BEGIN Records supplied
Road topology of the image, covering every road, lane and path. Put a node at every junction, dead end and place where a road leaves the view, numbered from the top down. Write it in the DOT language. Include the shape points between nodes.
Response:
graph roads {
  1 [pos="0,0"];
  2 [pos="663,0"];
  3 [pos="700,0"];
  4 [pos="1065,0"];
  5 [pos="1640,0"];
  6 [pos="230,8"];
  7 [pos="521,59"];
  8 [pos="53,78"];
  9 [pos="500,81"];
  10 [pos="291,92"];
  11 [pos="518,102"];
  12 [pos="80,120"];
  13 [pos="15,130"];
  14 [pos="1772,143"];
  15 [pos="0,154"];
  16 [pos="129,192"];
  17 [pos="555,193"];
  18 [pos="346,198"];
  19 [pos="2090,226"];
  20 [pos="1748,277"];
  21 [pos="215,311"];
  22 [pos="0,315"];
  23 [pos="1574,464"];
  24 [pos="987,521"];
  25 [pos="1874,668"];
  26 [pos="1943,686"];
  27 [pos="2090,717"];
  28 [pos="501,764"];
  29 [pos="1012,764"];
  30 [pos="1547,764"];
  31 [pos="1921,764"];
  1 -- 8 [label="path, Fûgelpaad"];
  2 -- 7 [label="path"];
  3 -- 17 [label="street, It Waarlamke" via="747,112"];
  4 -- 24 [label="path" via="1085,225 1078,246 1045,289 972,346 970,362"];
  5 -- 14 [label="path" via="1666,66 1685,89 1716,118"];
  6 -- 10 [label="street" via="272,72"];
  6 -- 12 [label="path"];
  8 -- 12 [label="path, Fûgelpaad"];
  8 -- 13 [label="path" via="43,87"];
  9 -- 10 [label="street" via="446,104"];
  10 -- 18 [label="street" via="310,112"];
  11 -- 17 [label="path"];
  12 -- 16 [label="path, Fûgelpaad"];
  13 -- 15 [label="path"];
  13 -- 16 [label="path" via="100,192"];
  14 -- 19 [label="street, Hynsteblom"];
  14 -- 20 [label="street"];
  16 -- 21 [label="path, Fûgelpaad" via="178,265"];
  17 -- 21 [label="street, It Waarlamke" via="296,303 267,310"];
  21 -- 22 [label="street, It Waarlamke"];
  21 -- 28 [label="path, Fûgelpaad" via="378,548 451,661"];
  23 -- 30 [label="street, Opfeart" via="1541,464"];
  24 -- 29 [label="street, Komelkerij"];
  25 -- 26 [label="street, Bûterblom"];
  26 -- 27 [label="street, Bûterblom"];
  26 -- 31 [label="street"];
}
END Records supplied
BEGIN Records supplied
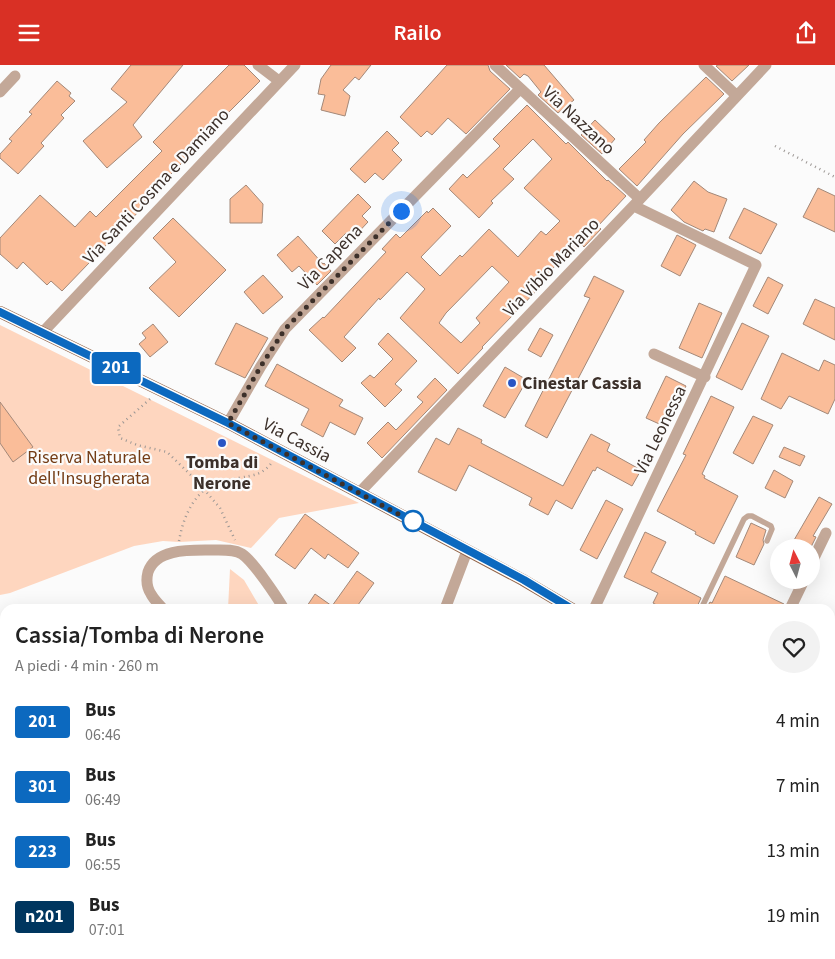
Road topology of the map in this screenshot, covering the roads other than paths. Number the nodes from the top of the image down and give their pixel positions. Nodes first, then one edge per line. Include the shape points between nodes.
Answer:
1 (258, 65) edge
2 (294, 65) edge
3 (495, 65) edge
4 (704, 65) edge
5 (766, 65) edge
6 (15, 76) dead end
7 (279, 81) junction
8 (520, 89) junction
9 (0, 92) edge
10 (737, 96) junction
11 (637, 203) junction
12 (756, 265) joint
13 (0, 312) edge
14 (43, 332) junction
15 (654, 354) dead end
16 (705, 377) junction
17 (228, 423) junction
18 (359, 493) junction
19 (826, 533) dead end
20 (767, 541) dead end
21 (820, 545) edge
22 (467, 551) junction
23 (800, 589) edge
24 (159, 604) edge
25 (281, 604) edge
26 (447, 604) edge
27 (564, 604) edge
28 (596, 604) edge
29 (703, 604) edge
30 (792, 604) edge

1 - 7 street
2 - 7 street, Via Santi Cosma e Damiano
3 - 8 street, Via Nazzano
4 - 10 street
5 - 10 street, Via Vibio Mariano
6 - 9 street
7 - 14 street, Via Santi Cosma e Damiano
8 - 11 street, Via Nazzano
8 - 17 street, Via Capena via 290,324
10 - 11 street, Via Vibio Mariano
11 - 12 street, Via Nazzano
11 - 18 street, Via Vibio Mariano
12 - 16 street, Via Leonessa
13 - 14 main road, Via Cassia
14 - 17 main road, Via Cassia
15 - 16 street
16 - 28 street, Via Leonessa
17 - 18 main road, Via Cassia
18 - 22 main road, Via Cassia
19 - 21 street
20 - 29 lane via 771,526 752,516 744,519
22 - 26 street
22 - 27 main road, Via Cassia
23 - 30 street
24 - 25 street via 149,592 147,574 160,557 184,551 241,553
END Records supplied
Task statement:
For this exercise, find all lines in the records containing the word "between" and copy them.

Answer to the problem:
Road topology of the image, covering every road, lane and path. Put a node at every junction, dead end and place where a road leaves the view, numbered from the top down. Write it in the DOT language. Include the shape points between nodes.
Road topology of the map in this screenshot, covering the roads other than paths. Number the nodes from the top of the image down and give their pixel positions. Nodes first, then one edge per line. Include the shape points between nodes.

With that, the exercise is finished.